В зал суда меня не пустили. Там всего 25 мест. И, конечно, должны были попасть самые близкие.

Но и без зрелища тоже не оставили. На большой плазме можно было разглядеть и клетку, и подсудимого, и адвоката, и следователя, и прокурора. А когда очередь дошла до доверенных лиц, то и они каким-то боком попадали в кадр. Слышно было не очень. Тем более что толпа на улице периодически начинала что-то скандировать, типа «Свобода» или «Позор», заглушая прокурорские и адвокатские речи.

Но все, что говорил Кирилл, можно было легко разобрать. Тем более что говорил он какие-то очень простые, понятные, человеческие слова. Совсем не агрессивно, я бы даже сказал, смиренно и кротко. И это спокойствие, кротость и грусть звучали таким контрастом косноязычной казенщине, которую предъявило обвинение.

«Я не согласен… Я никогда ничего не крал… Я очень скромно живу… Я прошу дать мне закончить фильм».

Мы будем помнить. И эту мокрую йогу, и эту клетку, и кроссовки без шнурков

Слова Серебренникова доносились, как будто со дна колодца, сквозь какой-то предобморочный морок, и так легко было вообразить любого из нас в этой клетке, произносящего похожий текст. То, что я сегодня увидел в Басманном суде, я запомню навсегда: бесправие и одиночество человека перед махиной под названием «Государство». И ничто не спасет, никакие заслуги и достижения, никакое самое высокое заступничество. И поручительские письма, подписанные лучшими людьми России, которые белым веером легли на стол судьи, тут же исчезли в черных рукавах ее мантии, как у опытного иллюзиониста. Все тут иллюзия, включая спектакль «Сон в летнюю ночь», который по бумагам проходит как не поставленный.
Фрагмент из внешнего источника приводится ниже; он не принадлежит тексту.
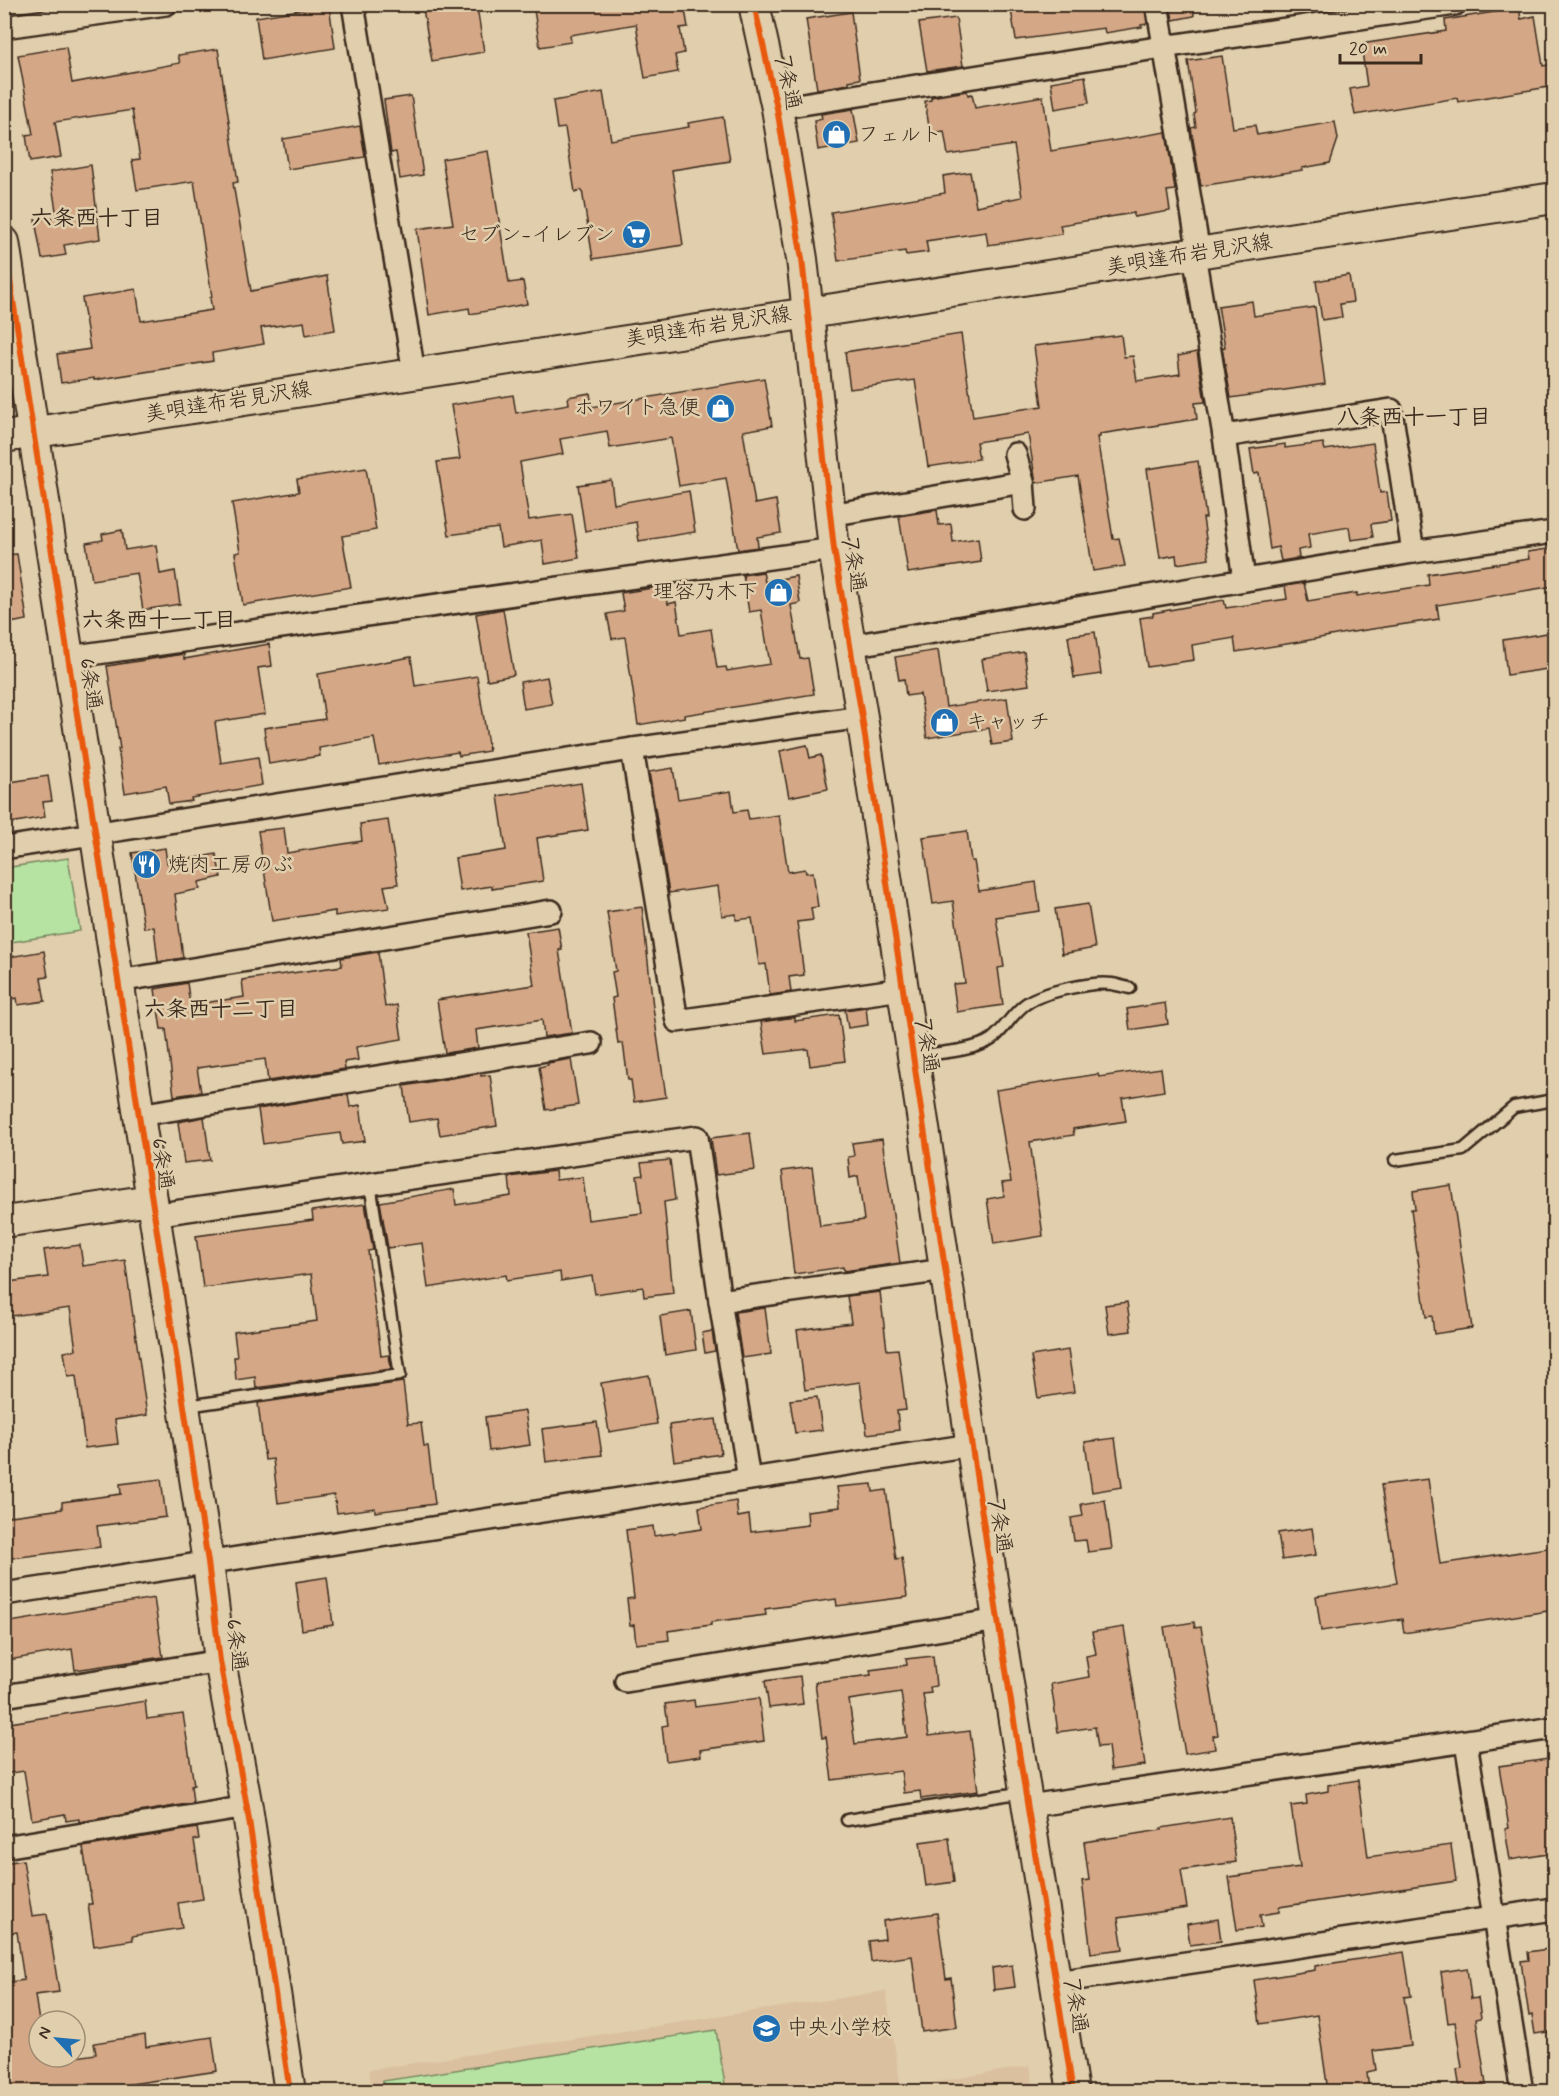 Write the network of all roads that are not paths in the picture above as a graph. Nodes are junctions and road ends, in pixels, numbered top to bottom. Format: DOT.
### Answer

Все — угроза следствию, включая вид на жительство в Латвии и наличие у Серебренникова зарубежной недвижимости. Все — подлог, обман и преступный сговор. И что можно доказать?

Вердикт суда: домашний арест до 19 октября. Значит, съемки фильма закончены не будут, значит, спектакль «Маленькие трагедии» выйдет без него. А о «Нурееве» в Большом, похоже, лучше забыть.

Но мы будем помнить. И эту мокрую йогу, и эту клетку, и кроссовки без шнурков.

— Перемен требуют наши сердца, перемен требуют наши глаза…

Заголосили девушки, когда Кирилла выводили из зала суда.

Говорят, что на улице тоже подхватили «Мы ждем перемен».

Но нестройно и недолго.

Слов, похоже, никто не знал или уже забыл.